Our Approach

Our Approach

Context

Before you read this, start with the summary of the project. To understand the terminology, its also recommended to read our taxonomy, which is applicable for everything we do.
Most modern software applications (think Slack, Notion, Google Drive) consists of many components. It could be argued that there is no software anymore that does not have some dependency on some open-source component.
To take the example of our very own website here are some examples of the components that have been used to build it:
  • Gatsby (the overarching framework to construct the website with)
  • React (is used by Gatsby)
We also use a third-party service to make the website editable - a content management system - called Prismic.
An important fact to note: The actual code of the website is maybe ~1%, the majority of the logic & heavy work is done by the libraries above which represent ~99% of the total code of the website.
Now if we want to improve the energy-usage of the development of the website - where do we start? We start with the ~99% obviously, with the components.
When building the website - was energy-efficiency taken into account when selecting the components? No, performance, ease-of-use and an active maintenance community were the key requirements when selecting the components. Would it have been possible to select components based on energy-efficiency?
To take an example, when looking at the Gatsby website or the Gatsby code repository, there is indicator that would inform decision-making in regards to energy-efficiency. One could argue that a slim, high-performing component is also energy-efficient, however it’s not fact-based and there is no public evidence to support it.

How to measure?

How do you validate the efficiency of a car engine if you don’t have a car around it? You test in it in a laboratory and you test it based on real-life scenarios.
Software components do the same, because if they break, they might pull millions of applications down with them (or expose a security issue as happened with Log4J). So each component has hundreds, sometimes thousands of automated tests, which are executed whenever a change is made to the code of the component.

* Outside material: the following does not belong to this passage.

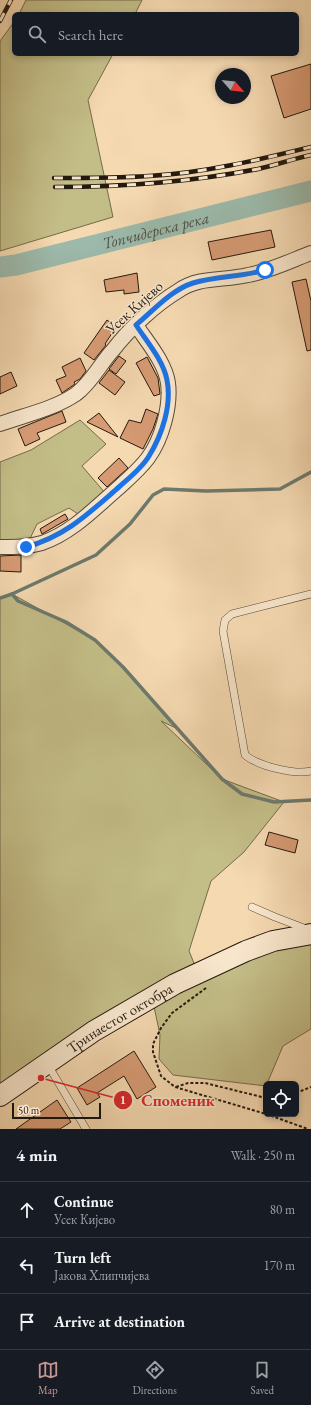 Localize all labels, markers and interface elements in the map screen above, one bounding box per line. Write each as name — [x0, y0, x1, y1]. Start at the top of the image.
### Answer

The tests verify that the functionality is intact and meets the requirements defined by the specification (API).
If we wanted to measure the energy-efficiency of a component, in principle, we would have to build a software application around it (the car), to then perform tests. This is what the Oeko Institut in collaboration with the Birkenfeld Campus did in the previous work. Now this hard to scale, especially for > 10 Million software components out there.
So why not use the test suites that already come with each component? Measuring the energy use during the execution does not lead us to a comparable result (if you have the two components with the same functionality, but a different test approach or test coverage, the results will not be comparable or someone might just delete tests to improve the measurement), however it makes it scalable and repeatable. Most importantly, it gives the developer of the component a clear metric & indicator to work against - if energy-use is to be improved, the metric should go down.
To summarize: Our approach to the energy measurement of a software component is to measure the total energy consumed during the execution of its test suite, which executes the majority of the code that would also be executed in a real application.

When to measure?

When developing a software component using a test-driven approach (which is the common), there is two moment when the tests are being executed, which serve different purposes:
  1. During the development process, locally on the computer of the developer. Often running automatically upon a file change (see example below)
  1. Upon ‘checking in’ of the code, meaning when it’s uploaded to the shared code repository (think of it as a shared folder with a versioning history if you are not familiar with repositories), all tests are run to ensure that the committed (’uploaded’) change of the developer does not break anything else in the application.
Example of a local test process (here JavaScript/Jest) 
Courtesy of Adam Butler
Example of a local test process (here JavaScript/Jest) Courtesy of Adam Butler

Measuring during CI/CD

The 2) part is most often run using a continuous integration/delivery service. Some of the most common, we have listed here. To simplify the effort required from component developers, it would be highly desirable if the CI/CD applications themselves would display the energy-use per test execution.
Developing the integrations with common continuous integration/delivery tools & platforms is a key part of the project.

Measuring locally

Measuring the energy-use on the local computer of the developer is more challenging, because the type of computer used can influence the energy-use of the component. This makes it difficult for development-teams ‘to work on the same problem’, if the problem looks different on each developer’s computer.
Therefore, most likely, the measurement locally has to be calibrated first, determining the computing-efficiency (e.g. performance per watt of energy) needs to be benchmarked to then calibrate the energy-measurement to the local computer.
As the time of writing, we have not yet identified the exact method of calibration, however, we have identified the need to calibrate and will develop an approach to this during the course of the project.

Displaying energy-use

To connect to the point we identified in the beginning - the ability for a developer to chose a more energy-efficient component - we also need to display this information as part of component’s documentation.
Further, we need to standardize the process of measuring energy across components, in order to ensure they all are based on the same measurement methodology.
An approach to such display already exists, In the development community it’s very common to display ‘badges’ that display the various states of the component. In the example below, you can see that ArgoCD for example, currently has all of its tests ‘passing’ (meaning no issue was found), and that the tests cover 46% of all of lines of code, meaning that 54% of the code is not executed during the execution of the test suite.
Example ‘badges’ from Argo CD itself
Example ‘badges’ from Argo CD itself
As part of the SoftAWERE project, we want to evaluate further, if such a badge should and can exists for energy-use of the software component, to enable developers to consider energy-use as a selection criteria for picking a component.
Further we will explore how to develop an open standard that can be adopted by testing tools, CI/CD tools and enable the open-source community to continuously improve the methodology itself.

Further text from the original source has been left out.